The data below:

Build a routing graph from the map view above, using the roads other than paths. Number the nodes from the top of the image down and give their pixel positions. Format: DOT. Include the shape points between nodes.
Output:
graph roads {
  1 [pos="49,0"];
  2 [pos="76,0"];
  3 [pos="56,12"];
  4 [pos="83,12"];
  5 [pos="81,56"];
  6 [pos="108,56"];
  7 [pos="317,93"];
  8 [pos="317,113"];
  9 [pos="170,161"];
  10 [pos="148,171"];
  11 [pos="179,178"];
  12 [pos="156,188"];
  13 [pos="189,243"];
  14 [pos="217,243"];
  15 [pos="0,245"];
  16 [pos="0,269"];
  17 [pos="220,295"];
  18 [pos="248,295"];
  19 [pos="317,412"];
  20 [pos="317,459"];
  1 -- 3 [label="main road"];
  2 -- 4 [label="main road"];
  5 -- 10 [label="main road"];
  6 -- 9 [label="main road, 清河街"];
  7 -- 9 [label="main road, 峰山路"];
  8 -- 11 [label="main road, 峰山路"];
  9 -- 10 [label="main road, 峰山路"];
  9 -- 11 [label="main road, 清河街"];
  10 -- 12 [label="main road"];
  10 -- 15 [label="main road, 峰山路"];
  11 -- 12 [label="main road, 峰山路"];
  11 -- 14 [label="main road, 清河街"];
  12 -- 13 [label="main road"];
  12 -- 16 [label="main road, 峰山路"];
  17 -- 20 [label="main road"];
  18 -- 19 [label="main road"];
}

End of The data.

Instructions for the task = The entire listing should be repeated with no line missing and no word altered.

Reply to the task =
Build a routing graph from the map view above, using the roads other than paths. Number the nodes from the top of the image down and give their pixel positions. Format: DOT. Include the shape points between nodes.
Output:
graph roads {
  1 [pos="49,0"];
  2 [pos="76,0"];
  3 [pos="56,12"];
  4 [pos="83,12"];
  5 [pos="81,56"];
  6 [pos="108,56"];
  7 [pos="317,93"];
  8 [pos="317,113"];
  9 [pos="170,161"];
  10 [pos="148,171"];
  11 [pos="179,178"];
  12 [pos="156,188"];
  13 [pos="189,243"];
  14 [pos="217,243"];
  15 [pos="0,245"];
  16 [pos="0,269"];
  17 [pos="220,295"];
  18 [pos="248,295"];
  19 [pos="317,412"];
  20 [pos="317,459"];
  1 -- 3 [label="main road"];
  2 -- 4 [label="main road"];
  5 -- 10 [label="main road"];
  6 -- 9 [label="main road, 清河街"];
  7 -- 9 [label="main road, 峰山路"];
  8 -- 11 [label="main road, 峰山路"];
  9 -- 10 [label="main road, 峰山路"];
  9 -- 11 [label="main road, 清河街"];
  10 -- 12 [label="main road"];
  10 -- 15 [label="main road, 峰山路"];
  11 -- 12 [label="main road, 峰山路"];
  11 -- 14 [label="main road, 清河街"];
  12 -- 13 [label="main road"];
  12 -- 16 [label="main road, 峰山路"];
  17 -- 20 [label="main road"];
  18 -- 19 [label="main road"];
}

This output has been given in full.